Heat your kippers fillet according to package directions (for frozen kippers fillets, this usually involves dropping the entire package into boiling water for 12-14 minutes). I usually scrape off the skin side of the fillet, but this is more for looks than flavor.
Once the rösti is golden brown on each side, slide it out of the pan onto your serving tray or board. Spread a few tablespoons of horseradish cream and then top with kippers fillets. You can flake the fillets into bite-sized pieces or leave whole. Arrange ribbons of fresh asparagus, rings of red onion and wafers of radishes. Slice your soft boiled eggs and arrange. Finally, sprinkle with fresh diced chives.
Serve immediately with lemon slices and additional horseradish cream.
FAQ's and Serving Suggestions:
Ghee (clarified butter) is the best option when making a rosti because the milk solids have been removed from the butter, making it very hard to burn the butter. Since you have a longer cook time on the potato pancake, we need a fat that will stand up to the extended cook time. If you want to use regular butter, I recommend unsalted butter to control the sodium level in the dish, as kippers are already richly seasoned. Second, be extra vigilant about the heat level on your burner and err on the side of low heat rather than burning. Same for olive oil, which is not a high-heat fat.
Whole herring have small bones that are edible, much like anchovies. Flaking the fish allows you to separate the flesh from the hair-like vertebrae and serve fewer bones.
Herring, like anchovies, sardines and mackerel, are small, fattier fish full of omega-3 fatty acids. These small oily fish are wildly popular in Portugal and many other countries, but have never gained widespread appreciation in the US, where large whitefish fillets and no bones are prized attributes for seafood. But herring is protein rich and nutrient dense, as well as one of the most sustainable fish available. And it's freaking delicious!

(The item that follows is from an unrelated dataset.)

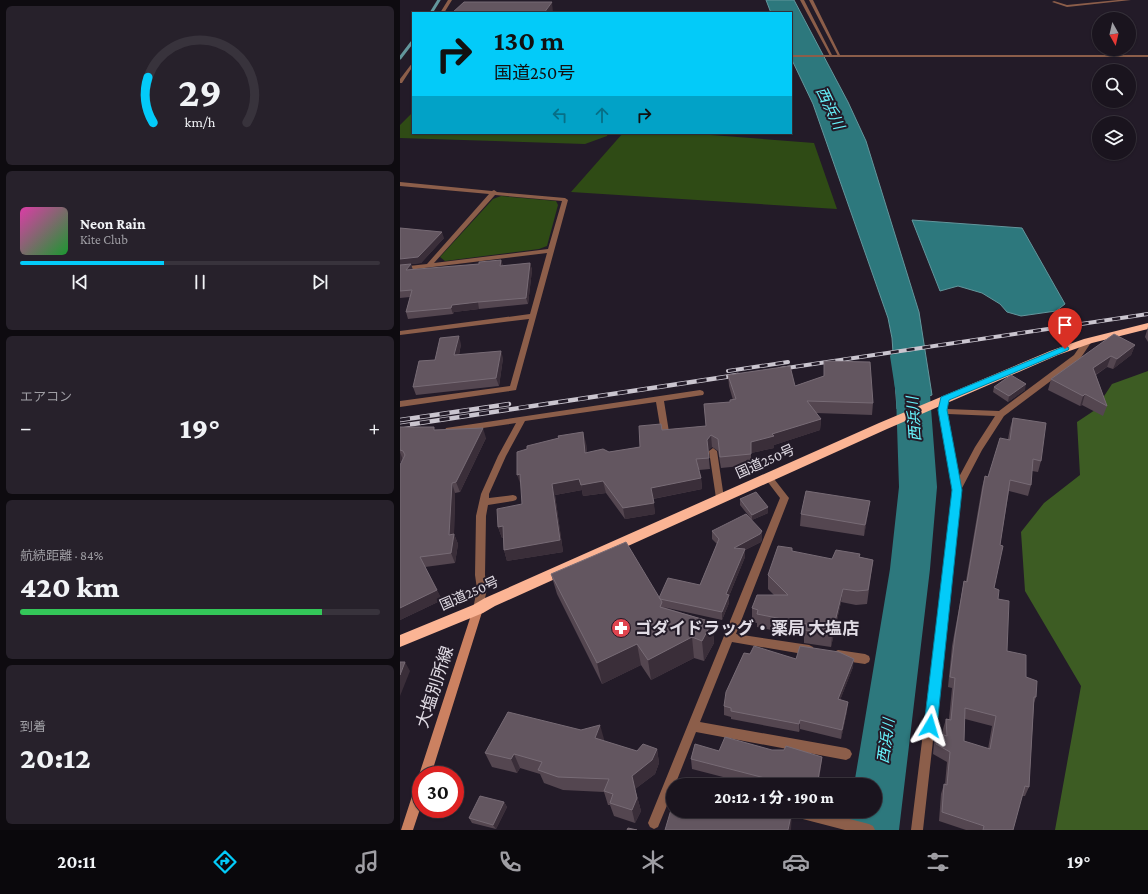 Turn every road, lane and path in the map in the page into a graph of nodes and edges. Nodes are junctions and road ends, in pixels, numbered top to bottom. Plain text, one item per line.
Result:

You have multiple options. I buy smoked herring that has been cut into fillets, vacuum-packed and frozen with a knob of butter in the package. You drop the entire package into a pot of boiling water until heated through. Then cut open the package and serve. In some shops, you can buy the whole kipper that has been cut butterfly fashion and smoked. These smaller fish are usually ready to serve. Kippers can also be purchased in cans. I find canned fatty fish to be deeply flavorful and the shelf stable factor is another bonus. Any of these options work in this recipe.
Certainly! Fresh dill would be lovely with the smoked fish. If you can't find fresh chives, diced spring onion is a good substitute.
To store, keep the potato cake in the refrigerator for up to 2 days. It's best to only dress the rösti you intend to eat, as reheating it will work best without toppings.